[Task]:
Search the records for "شارع". Report every line where it occurs.
== == ==
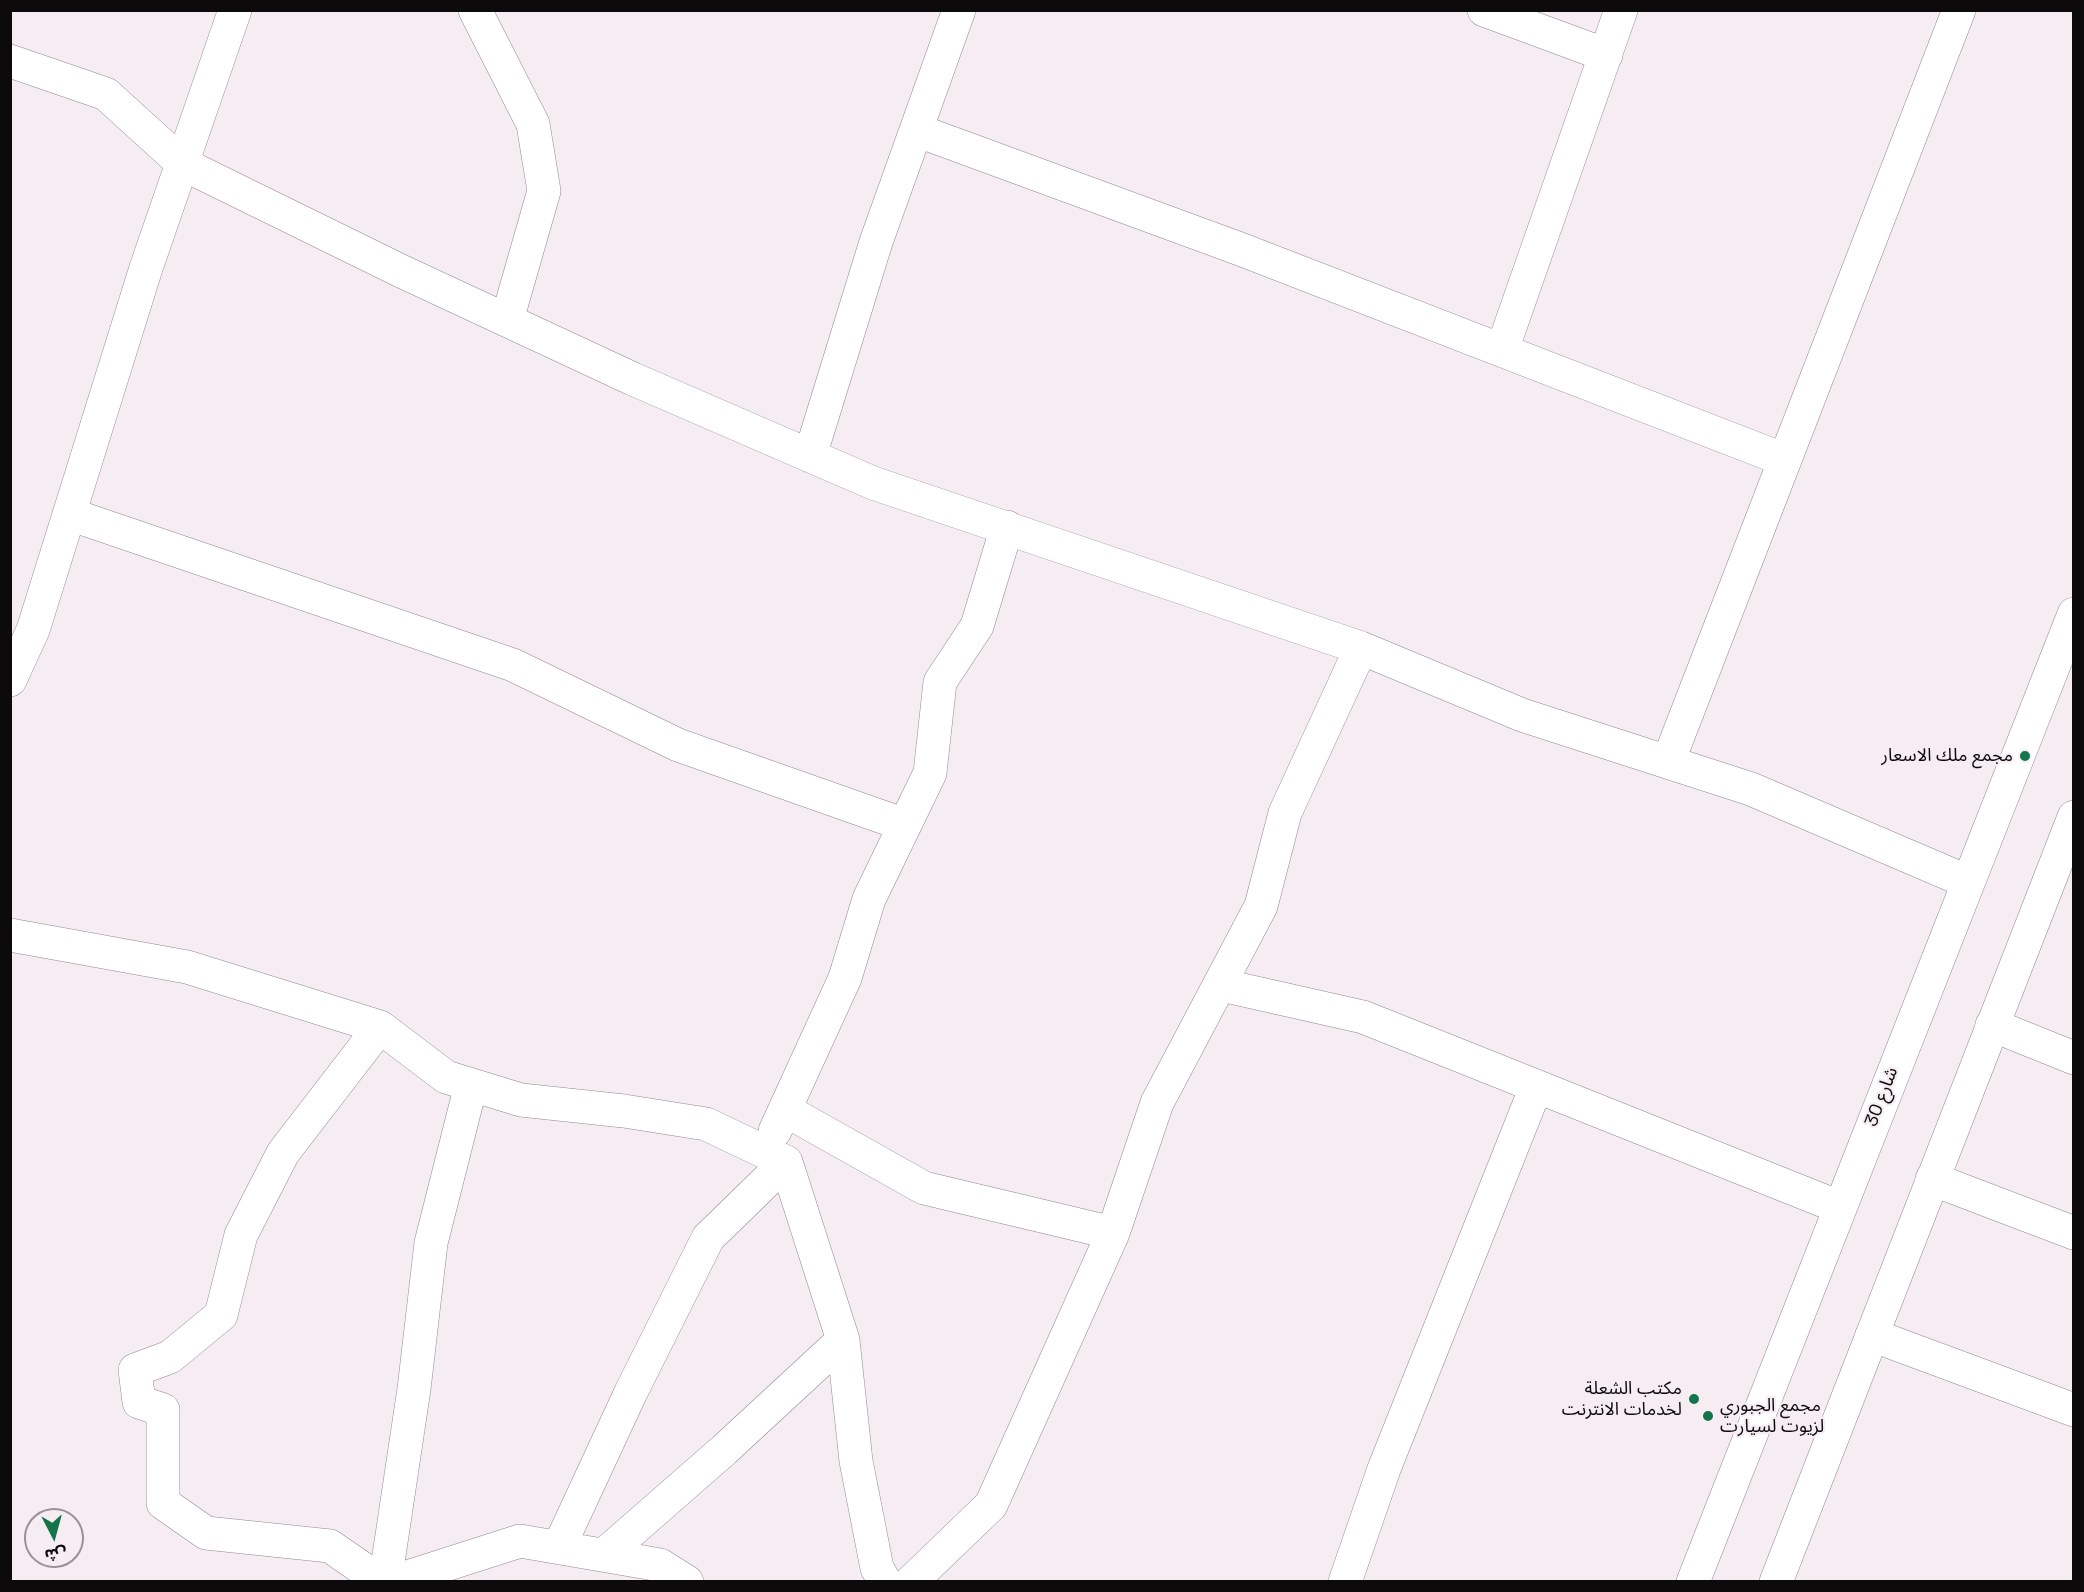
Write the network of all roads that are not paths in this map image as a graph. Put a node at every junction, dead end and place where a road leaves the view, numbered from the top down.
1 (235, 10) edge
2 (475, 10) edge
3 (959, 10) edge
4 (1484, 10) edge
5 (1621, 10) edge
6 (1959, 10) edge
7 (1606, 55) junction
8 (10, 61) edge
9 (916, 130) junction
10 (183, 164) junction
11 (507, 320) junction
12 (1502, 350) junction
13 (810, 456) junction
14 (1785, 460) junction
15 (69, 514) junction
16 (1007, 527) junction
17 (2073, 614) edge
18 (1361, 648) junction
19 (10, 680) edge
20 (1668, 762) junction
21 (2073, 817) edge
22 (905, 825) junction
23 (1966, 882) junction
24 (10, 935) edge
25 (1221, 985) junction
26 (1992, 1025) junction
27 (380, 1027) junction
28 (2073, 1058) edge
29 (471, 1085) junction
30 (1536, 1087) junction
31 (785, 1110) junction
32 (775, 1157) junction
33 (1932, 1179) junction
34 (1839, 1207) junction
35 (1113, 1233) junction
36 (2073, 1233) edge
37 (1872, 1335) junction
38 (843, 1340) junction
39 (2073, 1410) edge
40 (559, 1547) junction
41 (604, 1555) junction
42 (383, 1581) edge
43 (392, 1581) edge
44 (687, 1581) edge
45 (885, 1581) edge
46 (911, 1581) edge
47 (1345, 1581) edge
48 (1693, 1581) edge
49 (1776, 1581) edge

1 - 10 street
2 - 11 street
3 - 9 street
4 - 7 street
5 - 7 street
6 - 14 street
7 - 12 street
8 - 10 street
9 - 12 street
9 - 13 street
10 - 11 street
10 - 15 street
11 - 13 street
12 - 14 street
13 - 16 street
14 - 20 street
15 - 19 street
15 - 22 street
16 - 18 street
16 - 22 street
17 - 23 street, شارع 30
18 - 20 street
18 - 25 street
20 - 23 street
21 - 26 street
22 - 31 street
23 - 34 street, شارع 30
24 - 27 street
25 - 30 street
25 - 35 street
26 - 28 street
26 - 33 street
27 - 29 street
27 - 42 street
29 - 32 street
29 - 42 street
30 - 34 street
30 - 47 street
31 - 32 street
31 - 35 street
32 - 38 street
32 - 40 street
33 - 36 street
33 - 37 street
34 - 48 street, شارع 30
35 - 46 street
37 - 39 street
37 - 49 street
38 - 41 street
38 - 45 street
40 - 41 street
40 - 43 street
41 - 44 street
== == ==
[Written response]:
17 - 23 street, شارع 30
23 - 34 street, شارع 30
34 - 48 street, شارع 30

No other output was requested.